Directions >> Tally how many lines of these entries hold the string "ТЕХНИЧЕСКИЙ". Return the number alone.
[[ Given records open ]]
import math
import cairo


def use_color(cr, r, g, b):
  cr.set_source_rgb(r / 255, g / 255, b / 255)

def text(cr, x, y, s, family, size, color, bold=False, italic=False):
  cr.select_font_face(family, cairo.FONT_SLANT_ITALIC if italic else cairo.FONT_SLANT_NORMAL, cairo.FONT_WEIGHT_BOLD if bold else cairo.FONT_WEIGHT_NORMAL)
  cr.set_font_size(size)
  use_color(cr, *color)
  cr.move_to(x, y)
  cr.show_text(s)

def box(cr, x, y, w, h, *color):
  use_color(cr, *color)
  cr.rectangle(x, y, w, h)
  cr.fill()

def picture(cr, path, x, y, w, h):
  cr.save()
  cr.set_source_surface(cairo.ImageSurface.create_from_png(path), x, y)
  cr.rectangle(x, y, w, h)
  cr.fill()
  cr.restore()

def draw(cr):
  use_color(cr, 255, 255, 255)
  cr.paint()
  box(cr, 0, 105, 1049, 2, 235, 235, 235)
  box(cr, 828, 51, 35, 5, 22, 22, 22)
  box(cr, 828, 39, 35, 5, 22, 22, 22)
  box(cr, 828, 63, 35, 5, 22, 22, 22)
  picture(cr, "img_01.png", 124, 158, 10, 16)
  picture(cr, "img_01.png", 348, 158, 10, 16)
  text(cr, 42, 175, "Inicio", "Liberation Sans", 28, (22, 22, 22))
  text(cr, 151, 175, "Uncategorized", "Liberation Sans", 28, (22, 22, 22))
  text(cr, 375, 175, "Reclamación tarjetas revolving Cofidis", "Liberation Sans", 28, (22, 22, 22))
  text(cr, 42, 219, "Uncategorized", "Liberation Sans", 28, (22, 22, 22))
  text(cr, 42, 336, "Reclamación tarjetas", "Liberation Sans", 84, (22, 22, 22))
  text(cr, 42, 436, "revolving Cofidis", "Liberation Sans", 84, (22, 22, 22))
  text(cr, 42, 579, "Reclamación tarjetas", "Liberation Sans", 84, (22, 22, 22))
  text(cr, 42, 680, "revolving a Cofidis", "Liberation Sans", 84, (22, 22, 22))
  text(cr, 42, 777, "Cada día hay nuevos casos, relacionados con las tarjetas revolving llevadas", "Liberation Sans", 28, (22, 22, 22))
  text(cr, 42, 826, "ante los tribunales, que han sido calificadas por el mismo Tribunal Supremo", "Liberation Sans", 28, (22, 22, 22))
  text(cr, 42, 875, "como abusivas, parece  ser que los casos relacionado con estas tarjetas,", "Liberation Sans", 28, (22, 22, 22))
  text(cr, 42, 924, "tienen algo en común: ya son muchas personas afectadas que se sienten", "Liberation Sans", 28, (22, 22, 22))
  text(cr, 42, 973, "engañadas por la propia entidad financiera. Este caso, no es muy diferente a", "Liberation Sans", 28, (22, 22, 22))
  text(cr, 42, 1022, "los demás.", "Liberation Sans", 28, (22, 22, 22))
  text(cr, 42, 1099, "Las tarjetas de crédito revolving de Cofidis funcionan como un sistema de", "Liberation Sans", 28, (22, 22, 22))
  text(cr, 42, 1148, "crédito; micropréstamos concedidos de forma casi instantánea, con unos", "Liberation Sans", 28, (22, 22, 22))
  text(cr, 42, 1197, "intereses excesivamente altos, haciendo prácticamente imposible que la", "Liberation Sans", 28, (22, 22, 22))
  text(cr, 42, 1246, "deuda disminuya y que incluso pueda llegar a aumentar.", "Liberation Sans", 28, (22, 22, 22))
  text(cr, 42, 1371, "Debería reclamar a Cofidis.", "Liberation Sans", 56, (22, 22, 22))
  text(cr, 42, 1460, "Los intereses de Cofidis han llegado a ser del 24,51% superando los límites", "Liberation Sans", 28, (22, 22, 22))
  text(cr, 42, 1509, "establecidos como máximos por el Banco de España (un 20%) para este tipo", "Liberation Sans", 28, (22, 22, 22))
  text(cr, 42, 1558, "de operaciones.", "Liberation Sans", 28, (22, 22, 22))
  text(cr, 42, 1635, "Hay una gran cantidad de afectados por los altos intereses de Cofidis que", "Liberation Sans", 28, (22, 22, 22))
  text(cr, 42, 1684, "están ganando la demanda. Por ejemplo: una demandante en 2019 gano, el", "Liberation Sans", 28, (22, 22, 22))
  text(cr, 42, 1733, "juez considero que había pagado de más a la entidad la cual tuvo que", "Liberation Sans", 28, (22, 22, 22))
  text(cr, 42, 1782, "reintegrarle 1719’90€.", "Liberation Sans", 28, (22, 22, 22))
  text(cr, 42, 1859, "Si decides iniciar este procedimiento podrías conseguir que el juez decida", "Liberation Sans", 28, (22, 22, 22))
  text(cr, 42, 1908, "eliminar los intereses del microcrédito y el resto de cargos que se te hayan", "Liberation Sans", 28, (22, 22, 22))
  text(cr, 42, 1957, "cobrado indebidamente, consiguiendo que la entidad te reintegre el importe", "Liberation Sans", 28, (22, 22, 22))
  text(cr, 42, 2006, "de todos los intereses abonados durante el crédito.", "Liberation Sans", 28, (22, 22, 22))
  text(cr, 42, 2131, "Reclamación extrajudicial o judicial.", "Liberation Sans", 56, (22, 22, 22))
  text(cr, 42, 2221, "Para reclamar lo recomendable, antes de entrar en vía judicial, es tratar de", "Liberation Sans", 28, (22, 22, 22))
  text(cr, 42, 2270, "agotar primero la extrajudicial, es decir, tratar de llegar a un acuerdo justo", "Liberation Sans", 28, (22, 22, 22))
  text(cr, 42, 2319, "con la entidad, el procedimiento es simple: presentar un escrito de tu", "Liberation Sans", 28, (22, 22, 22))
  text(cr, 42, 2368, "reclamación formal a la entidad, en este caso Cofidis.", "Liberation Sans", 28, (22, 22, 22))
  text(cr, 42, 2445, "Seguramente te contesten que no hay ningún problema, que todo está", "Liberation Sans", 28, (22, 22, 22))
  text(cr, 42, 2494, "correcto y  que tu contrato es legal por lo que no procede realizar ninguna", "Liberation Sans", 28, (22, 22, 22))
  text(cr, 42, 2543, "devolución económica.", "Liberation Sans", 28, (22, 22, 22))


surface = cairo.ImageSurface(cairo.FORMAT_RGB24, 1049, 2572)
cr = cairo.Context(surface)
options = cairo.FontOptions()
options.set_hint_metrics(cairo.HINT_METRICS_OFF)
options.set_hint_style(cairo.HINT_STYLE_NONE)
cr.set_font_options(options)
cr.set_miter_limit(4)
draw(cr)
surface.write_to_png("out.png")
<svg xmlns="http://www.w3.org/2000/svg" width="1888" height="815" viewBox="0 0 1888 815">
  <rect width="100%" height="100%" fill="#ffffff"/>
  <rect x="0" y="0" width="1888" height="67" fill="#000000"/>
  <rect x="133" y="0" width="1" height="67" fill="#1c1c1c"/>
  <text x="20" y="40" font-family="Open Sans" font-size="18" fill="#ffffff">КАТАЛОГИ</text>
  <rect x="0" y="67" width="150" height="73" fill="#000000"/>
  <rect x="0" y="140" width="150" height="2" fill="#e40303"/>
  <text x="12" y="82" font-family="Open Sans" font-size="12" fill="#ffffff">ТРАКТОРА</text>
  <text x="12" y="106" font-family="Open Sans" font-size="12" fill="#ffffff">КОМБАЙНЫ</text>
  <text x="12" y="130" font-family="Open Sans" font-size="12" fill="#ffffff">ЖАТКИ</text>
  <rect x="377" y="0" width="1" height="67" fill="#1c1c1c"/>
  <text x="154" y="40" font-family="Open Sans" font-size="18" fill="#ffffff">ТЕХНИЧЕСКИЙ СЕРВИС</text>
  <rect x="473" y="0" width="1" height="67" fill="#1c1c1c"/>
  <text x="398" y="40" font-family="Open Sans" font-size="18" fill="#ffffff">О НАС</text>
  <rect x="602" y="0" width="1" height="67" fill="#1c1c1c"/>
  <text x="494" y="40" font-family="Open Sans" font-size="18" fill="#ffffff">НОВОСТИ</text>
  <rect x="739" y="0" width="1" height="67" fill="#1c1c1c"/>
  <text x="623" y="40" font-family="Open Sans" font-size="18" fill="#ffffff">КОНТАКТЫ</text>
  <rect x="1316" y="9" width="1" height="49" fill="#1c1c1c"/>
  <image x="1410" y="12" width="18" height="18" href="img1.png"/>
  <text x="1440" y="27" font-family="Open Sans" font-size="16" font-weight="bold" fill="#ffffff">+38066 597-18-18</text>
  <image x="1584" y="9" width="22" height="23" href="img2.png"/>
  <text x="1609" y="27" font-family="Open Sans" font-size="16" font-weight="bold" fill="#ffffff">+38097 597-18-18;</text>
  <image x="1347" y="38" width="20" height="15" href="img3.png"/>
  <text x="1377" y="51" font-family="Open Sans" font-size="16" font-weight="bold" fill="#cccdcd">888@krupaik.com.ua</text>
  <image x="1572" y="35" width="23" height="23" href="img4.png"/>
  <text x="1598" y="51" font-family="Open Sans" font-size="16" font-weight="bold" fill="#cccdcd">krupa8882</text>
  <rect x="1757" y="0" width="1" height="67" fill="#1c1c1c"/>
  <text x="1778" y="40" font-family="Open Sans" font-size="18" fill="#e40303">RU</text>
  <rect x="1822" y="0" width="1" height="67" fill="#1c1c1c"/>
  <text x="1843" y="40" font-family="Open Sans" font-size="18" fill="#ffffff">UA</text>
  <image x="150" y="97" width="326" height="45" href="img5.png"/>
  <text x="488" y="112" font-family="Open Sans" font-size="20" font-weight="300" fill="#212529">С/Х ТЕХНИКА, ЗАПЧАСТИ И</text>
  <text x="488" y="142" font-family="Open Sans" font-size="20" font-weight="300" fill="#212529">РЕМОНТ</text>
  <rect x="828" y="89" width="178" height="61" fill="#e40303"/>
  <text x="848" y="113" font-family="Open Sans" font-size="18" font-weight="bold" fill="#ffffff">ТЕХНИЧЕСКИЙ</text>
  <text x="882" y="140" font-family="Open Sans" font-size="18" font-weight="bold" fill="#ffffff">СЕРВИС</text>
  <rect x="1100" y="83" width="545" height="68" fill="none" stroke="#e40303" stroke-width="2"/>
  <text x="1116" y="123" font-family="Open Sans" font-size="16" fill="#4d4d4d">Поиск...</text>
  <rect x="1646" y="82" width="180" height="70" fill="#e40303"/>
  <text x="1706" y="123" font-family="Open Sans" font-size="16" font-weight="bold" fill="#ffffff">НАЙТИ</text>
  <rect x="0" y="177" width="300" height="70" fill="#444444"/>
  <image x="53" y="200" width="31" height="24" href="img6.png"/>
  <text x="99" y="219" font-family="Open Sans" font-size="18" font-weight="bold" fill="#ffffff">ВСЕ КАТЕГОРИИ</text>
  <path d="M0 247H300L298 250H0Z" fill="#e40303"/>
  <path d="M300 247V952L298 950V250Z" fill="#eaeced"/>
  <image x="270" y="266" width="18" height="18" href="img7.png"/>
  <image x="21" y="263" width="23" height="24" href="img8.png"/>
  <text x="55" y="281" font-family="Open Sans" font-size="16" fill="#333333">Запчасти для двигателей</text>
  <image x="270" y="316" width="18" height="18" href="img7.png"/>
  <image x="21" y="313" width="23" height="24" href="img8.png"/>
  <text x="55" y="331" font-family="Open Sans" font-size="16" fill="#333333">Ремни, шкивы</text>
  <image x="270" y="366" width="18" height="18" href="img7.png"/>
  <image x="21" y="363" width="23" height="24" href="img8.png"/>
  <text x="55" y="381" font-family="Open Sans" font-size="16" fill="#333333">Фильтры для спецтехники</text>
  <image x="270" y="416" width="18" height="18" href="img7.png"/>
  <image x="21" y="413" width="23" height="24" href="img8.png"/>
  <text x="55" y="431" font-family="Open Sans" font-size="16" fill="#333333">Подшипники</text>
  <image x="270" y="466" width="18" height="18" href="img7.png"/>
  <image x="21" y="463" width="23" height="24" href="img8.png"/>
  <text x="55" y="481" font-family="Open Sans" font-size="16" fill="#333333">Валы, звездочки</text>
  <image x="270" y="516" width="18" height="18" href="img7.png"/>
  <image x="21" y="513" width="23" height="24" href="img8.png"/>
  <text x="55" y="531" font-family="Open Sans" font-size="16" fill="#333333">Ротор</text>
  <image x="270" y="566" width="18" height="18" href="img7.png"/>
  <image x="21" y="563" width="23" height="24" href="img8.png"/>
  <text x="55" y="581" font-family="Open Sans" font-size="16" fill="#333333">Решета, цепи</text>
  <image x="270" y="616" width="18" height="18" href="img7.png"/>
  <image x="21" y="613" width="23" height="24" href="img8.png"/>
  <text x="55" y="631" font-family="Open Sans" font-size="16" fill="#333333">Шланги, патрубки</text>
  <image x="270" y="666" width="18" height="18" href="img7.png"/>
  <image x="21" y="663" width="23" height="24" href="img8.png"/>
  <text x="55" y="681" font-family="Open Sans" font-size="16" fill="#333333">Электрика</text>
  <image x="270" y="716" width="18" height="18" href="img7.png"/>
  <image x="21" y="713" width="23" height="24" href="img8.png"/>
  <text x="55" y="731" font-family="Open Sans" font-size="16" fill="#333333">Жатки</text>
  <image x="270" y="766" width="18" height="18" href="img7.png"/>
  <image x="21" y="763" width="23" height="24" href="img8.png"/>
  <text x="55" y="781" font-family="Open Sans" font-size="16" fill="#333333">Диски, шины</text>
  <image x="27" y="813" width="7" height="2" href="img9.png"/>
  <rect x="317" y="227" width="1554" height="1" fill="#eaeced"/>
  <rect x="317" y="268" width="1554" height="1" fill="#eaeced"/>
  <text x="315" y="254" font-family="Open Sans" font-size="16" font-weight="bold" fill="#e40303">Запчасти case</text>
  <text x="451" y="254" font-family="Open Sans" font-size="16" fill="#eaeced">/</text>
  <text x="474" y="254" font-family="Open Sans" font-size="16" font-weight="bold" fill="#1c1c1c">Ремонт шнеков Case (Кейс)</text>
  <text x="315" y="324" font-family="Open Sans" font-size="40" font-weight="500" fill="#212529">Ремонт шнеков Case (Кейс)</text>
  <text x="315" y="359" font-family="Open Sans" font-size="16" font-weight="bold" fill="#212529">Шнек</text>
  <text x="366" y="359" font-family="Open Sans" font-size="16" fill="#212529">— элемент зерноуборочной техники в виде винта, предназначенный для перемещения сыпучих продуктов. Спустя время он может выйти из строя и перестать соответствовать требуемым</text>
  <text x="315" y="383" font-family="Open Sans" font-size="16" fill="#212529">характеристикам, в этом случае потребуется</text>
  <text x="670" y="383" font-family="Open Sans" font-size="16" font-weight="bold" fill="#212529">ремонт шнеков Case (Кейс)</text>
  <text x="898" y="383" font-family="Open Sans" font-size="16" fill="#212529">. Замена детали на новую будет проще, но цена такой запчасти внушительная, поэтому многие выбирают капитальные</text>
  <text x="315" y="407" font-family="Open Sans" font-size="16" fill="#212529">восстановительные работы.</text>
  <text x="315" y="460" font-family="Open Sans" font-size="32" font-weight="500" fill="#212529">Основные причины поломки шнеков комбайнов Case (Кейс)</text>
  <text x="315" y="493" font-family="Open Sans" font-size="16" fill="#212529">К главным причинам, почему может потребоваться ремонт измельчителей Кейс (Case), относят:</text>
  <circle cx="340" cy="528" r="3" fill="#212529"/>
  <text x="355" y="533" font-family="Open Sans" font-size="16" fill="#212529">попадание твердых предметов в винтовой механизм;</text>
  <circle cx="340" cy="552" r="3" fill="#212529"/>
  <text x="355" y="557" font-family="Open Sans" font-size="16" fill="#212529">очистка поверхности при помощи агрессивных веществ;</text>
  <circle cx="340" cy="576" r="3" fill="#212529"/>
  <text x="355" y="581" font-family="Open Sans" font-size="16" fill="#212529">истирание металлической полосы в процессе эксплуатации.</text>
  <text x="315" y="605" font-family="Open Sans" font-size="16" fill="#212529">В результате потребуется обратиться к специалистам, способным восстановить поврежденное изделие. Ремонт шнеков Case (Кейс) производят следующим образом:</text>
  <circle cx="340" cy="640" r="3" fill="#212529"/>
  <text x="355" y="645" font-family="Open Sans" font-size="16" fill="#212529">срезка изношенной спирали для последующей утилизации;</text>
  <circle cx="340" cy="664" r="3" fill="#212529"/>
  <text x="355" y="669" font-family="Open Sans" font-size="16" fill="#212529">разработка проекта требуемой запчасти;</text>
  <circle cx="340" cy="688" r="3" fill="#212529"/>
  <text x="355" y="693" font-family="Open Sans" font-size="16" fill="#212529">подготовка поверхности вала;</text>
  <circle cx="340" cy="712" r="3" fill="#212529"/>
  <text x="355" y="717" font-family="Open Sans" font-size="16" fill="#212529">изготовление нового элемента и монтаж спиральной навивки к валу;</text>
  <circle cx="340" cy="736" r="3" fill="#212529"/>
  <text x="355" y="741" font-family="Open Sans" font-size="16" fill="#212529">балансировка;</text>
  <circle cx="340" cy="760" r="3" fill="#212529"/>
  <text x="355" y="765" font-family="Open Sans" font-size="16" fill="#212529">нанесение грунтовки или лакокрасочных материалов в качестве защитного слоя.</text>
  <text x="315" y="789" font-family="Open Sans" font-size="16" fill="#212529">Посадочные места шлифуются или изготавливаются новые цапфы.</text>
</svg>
[[ Given records closed ]]
Answer space >> 2